In my article Privately Ordered Participatory Management: An Organizational Failures Analysis, which critiques kaizening, TQM, and other types of employee involvement, I quoted a worker at NUMMI (the Toyota-GM joint venture), who said:“Kaizening is supposed to be creative, but I mean how many times can you sit there and Kaizen a job after you’ve done it for four and one-half years? ... [J]ust keep me in a job and I’ll do it the way you want me to do it.” Hence, as I've explained in this space before, while kaizening works well as an engineering process, it's not at all clear that it makes an effective human resources tool (at least on the US).
The NUMMI worker quoted in the preceding paragraph is expressing an unconscious desire for formalization of her job—i.e., the creation of stable written rules, procedures, and instructions. For many workers, formalization is attractive because it reduces role conflicts and ambiguity, which increases work satisfaction and reduces feelings of alienation and stress.

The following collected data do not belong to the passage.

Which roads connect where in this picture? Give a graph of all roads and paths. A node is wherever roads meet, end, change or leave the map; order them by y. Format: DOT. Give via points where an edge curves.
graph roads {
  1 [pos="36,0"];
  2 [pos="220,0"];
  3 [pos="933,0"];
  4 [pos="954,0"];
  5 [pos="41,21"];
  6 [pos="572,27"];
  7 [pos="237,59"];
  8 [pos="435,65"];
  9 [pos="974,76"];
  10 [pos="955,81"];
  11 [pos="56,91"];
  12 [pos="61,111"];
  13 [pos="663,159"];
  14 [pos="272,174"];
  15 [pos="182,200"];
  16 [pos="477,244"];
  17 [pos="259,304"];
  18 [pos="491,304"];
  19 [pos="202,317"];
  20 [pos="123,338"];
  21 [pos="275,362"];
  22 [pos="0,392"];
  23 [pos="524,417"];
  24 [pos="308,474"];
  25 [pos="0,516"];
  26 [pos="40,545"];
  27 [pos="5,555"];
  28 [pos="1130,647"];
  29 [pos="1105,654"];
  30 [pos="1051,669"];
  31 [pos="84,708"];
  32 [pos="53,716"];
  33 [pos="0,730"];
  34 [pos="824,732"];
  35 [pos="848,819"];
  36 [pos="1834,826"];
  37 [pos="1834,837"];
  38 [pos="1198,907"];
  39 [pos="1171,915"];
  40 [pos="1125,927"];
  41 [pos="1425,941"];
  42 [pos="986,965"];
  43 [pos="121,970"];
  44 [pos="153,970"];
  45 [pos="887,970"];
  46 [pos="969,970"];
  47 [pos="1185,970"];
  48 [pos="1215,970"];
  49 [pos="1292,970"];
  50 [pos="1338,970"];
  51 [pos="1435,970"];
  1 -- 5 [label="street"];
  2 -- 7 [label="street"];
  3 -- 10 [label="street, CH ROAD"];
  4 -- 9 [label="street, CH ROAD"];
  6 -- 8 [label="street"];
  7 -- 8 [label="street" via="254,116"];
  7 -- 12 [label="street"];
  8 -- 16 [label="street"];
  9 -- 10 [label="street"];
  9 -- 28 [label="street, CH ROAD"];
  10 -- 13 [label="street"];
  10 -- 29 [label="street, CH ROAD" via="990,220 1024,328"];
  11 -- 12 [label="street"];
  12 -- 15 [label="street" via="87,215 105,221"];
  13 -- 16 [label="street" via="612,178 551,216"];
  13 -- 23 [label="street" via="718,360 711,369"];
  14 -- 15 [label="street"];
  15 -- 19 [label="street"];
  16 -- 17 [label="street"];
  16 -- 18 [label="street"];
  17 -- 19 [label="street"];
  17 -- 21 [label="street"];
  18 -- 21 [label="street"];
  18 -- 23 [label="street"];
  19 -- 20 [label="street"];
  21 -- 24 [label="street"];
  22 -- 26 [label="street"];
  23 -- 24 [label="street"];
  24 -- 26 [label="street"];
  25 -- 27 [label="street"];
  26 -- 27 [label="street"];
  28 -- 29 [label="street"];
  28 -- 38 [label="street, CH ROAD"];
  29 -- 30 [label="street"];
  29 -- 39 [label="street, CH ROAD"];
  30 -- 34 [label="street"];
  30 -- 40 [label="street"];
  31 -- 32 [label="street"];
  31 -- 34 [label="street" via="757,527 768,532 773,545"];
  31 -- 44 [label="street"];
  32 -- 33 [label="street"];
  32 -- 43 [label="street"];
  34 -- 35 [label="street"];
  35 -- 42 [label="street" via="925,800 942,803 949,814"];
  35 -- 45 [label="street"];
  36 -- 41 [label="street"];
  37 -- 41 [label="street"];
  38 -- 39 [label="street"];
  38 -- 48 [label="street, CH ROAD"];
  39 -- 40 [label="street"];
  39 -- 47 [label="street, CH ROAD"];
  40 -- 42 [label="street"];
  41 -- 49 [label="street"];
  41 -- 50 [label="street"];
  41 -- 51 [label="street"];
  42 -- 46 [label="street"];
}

Workers with a taste for formalization gravitate towards hierarchical workplaces. I documented this tendency in my article Corporate Decisionmaking and the Moral Rights of Employees: Participatory Management and Natural Law, where I explained that:
A recent study of transportation firms found that long-term use of employee involvement initiatives increased stress and decreased employee fulfillment—exactly contrary to the encyclicals’ expectations. A study of “empowered” employees versus a control group of unempowered employees within a single insurance company found no statistical difference between the two groups on such productivity-related issues as motivation or even on some job satisfaction measurements. Only about half of the participants in [one] case study were willing to change jobs in order to get more participation and that rate declined rapidly if doing so would require longer hours or lower pay. In unionized plants, rank and file workers have often resisted collective bargaining agreements that included employee involvement. In firms adopting self-directed work teams, ten to twenty percent of employees will resist the change because they prefer a mundane job to the greater responsibility and higher expectations associated with team membership. Other studies have found even higher rates of resistance: Participation rates in voluntary participatory management programs range from a low of 33% to a high of 68% of the eligible workforce. Conversely, a study of nonparticipating employees found interest in volunteering for employee involvement programs ranged from a low of 15% to a high of 63%. Anecdotal evidence suggests that firms using participatory management techniques are expending considerable effort in selecting employees who are psychologically equipped to work under those conditions, which is precisely what one would expect if some workers are not temperamentally suited for participatory workplaces. The existence of differing tastes among workers is similarly suggested by evidence that workforce demographics are correlated with the effectiveness of participatory management.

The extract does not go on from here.